Downstream, an entity may own petrol stations, clustered in geographic areas to ease management oversight, supply and logistics. The petrol stations, by contrast, are not dependent on fixed infrastructure and generate largely independent cash flows .

Power generation assets will form CGUs by location or possibly by single generating facility on a multiple turbine site. The determination of how many CGUs will depend on the extent of shared infrastructure and the ability to generate largely separate (not wholly separate) cash flows. The determination of CGUs is not driven by how management chooses to use the asset. For example, an entity may have three generating stations in a large metropolitan area. Management makes the decision to produce based on expected prices and demand. It uses the three stations to meet demand in a most efficient to least efficient basis. The three stations remain separate CGUs .

Calculation of recoverable amount
Impairments are recognised if the carrying mount of a CGU exceeds its recoverable amount. Recoverable amount is the higher of fair value less costs to sell ("FVLCTS") and Value In Use ("VIU") [IAS36R.6].
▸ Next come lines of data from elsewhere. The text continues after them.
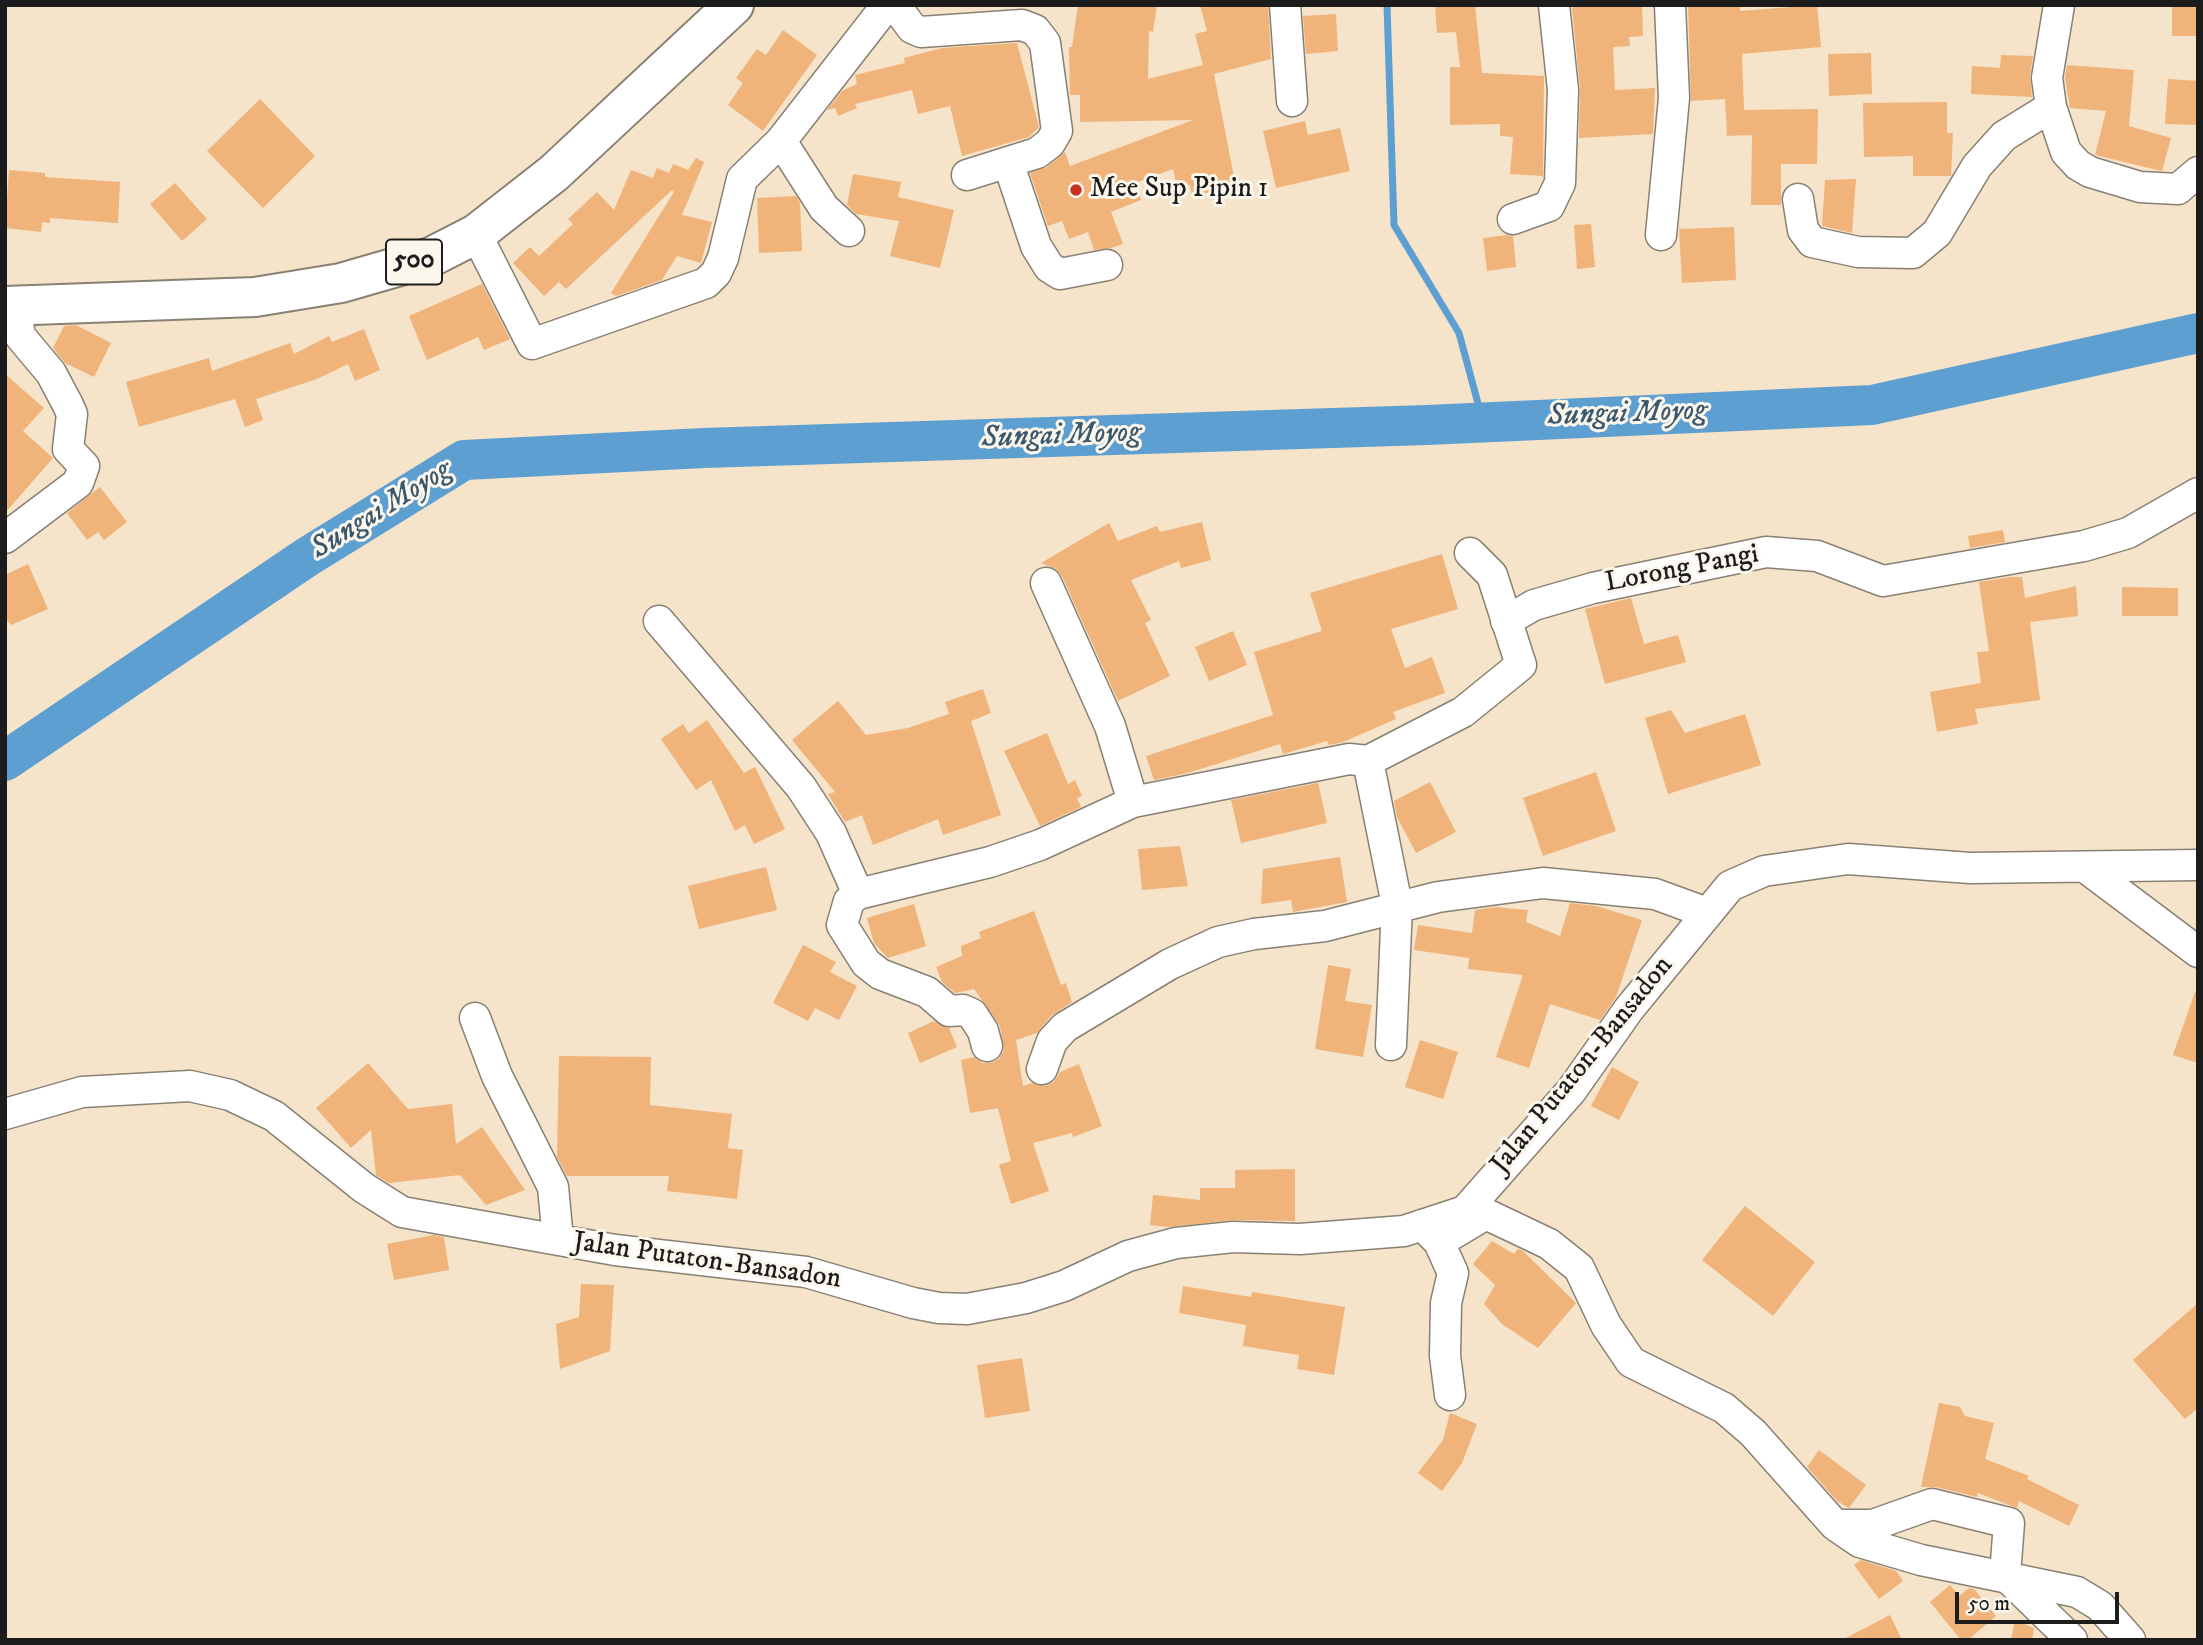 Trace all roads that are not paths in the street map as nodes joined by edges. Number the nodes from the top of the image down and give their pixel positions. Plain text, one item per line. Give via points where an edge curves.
1 (734, 5) edge
2 (887, 5) edge
3 (895, 5) edge
4 (1285, 5) edge
5 (1554, 5) edge
6 (1670, 5) edge
7 (2059, 5) edge
8 (1292, 101) dead end
9 (2051, 107) junction
10 (781, 141) junction
11 (1008, 162) junction
12 (2198, 172) edge
13 (967, 175) dead end
14 (1798, 199) dead end
15 (1513, 219) dead end
16 (849, 231) dead end
17 (476, 234) junction
18 (1661, 235) dead end
19 (1107, 265) dead end
20 (10, 306) edge
21 (2198, 493) edge
22 (5, 538) edge
23 (1470, 553) dead end
24 (1046, 583) dead end
25 (659, 621) dead end
26 (1506, 621) junction
27 (1368, 761) junction
28 (1133, 802) junction
29 (2198, 865) edge
30 (2085, 867) junction
31 (859, 894) junction
32 (1397, 905) junction
33 (1707, 914) junction
34 (2198, 952) edge
35 (475, 1018) dead end
36 (1391, 1045) dead end
37 (987, 1046) dead end
38 (1042, 1069) dead end
39 (5, 1114) edge
40 (1431, 1234) junction
41 (558, 1240) junction
42 (1450, 1395) dead end
43 (1835, 1525) junction
44 (2005, 1575) junction
45 (2072, 1640) edge
46 (2130, 1640) edge

1 - 17 main road, 500 via 554,173
2 - 10 street
3 - 11 street via 912,28 921,32 1022,26 1035,30 1045,43 1057,131 1037,153
4 - 8 street
5 - 15 street via 1563,90 1560,183 1549,206
6 - 18 street via 1674,98
7 - 9 street via 2047,78
9 - 12 street via 2066,152 2090,172 2140,187 2178,189
9 - 14 street via 2004,136 1977,166 1937,233 1913,253 1858,253 1812,242 1803,230
10 - 16 street via 824,208
10 - 17 street via 742,179 723,258 706,283 532,344
11 - 13 street
11 - 19 street via 1036,246 1049,267 1060,274
17 - 20 main road, 500 via 431,257 295,292 255,298
20 - 22 street via 20,336 51,373 68,405 72,414 68,449 83,466 78,483
21 - 26 street, Lorong Pangi via 2129,533 2084,546 1884,581 1817,556 1766,552 1593,588 1534,605
23 - 26 street via 1492,575
24 - 28 street via 1110,726
25 - 31 street via 800,787 831,833
26 - 27 street via 1521,664 1464,712
27 - 28 street via 1349,759
27 - 32 street
28 - 31 street via 1003,858
29 - 30 street, Jalan Putaton-Bansadon
30 - 33 street, Jalan Putaton-Bansadon via 1970,868 1848,859 1763,871 1730,886
30 - 34 street
31 - 37 street via 849,901 842,925 866,963 880,974 927,992 949,1011 972,1014
32 - 33 street via 1544,883 1656,894
32 - 36 street
32 - 38 street via 1325,926 1254,934 1196,951 1065,1027 1052,1041
33 - 40 street, Jalan Putaton-Bansadon via 1629,1009 1571,1091 1465,1211
35 - 41 street via 497,1076 553,1186
39 - 41 street, Jalan Putaton-Bansadon via 82,1091 190,1086 230,1096 274,1116 364,1188 402,1212
40 - 41 street, Jalan Putaton-Bansadon via 1233,1237 1176,1243 1128,1256 1065,1286 967,1308 913,1303 806,1272
40 - 42 street via 1453,1273 1446,1303
40 - 43 street via 1486,1214 1549,1244 1578,1268 1631,1363 1724,1408 1753,1433
43 - 44 street via 1860,1542 1921,1560
43 - 44 street via 1873,1525 1932,1504 2009,1522
44 - 45 street
44 - 46 street via 2077,1592 2100,1606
Fair value less costs to sell is the amount that a market participant would pay for the asset or CGU, less the costs of sale. The use of discounted cash flows for FVLCTS is permitted where there is no readily available market price for the asset or where there are no recent market transactions for the fair value to be determined through a comparison between the asset being tested or impairment and the recent market transaction. However, where discounted cash flows are used, the inputs must be based on external, market-based data.

The projected cash flows for FVLCTS therefore include the assumptions that a potential purchaser would include in determining the price of the asset. Thus industry expectations for the development of the asset may be taken into account which may not be permitted under VIU. However the assumptions and resulting value must be based on recent market data and transactions.

The discount rate applied in FVLCTS will be a post-tax market rate based on a typical industry participant's cost of capital.

VIU is the present value of the future cash flows expected to be derived from an asset or CGU [IAS36R.6]. Determination of VIU is subject to the strict requirements of IAS 36. The cash flows are based on the asset which the entity has now and must exclude any plans to enhance the asset or its output in the future [IAS36R.44]. Any foreign currency cash flows are projected in the currency in which they will be earned and discounted at a rate appropriate for that currency. The resulting value is translated to the entity's functional currency using the spot rate at the date of the impairment test [IAS36R.54].

The discount rate used for VIU is always pre-tax and applied to pre-tax cash flows [IAS36R.55]. This is often the most difficult element of the impairment test as pre-tax rates are not available in the market place. Grossing up the post tax rate does not give the correct answer unless no deferred tax is involved as IAS 12 does not permit deferred tax to be discounted. Arriving at the correct pre-tax rate is a complex mathematical exercise.

Contracted cash flows in the value in use calculation
The cash flows prepared for the value in use ("VIU") calculation should reflect management's best estimate of the future cash flows expected to be generated from the assets concerned. Purchases and sales of commodities are included in the VIU the spot price at the date of the impairment test.

However, management should use the contracted price in its VIU calculation for any commodities unless the contract is already on the balance sheet at fair value. A commodity contract that can be settled net in cash and for which the own use exception cannot be claimed, for example, is recognised separately on the balance sheet at fair value. Including the contracted prices of such a contract would be to double count the effects of the contract. Impairment of financial instruments that are within the scope of IAS 39 is addressed by IAS 39 and not IAS 36 .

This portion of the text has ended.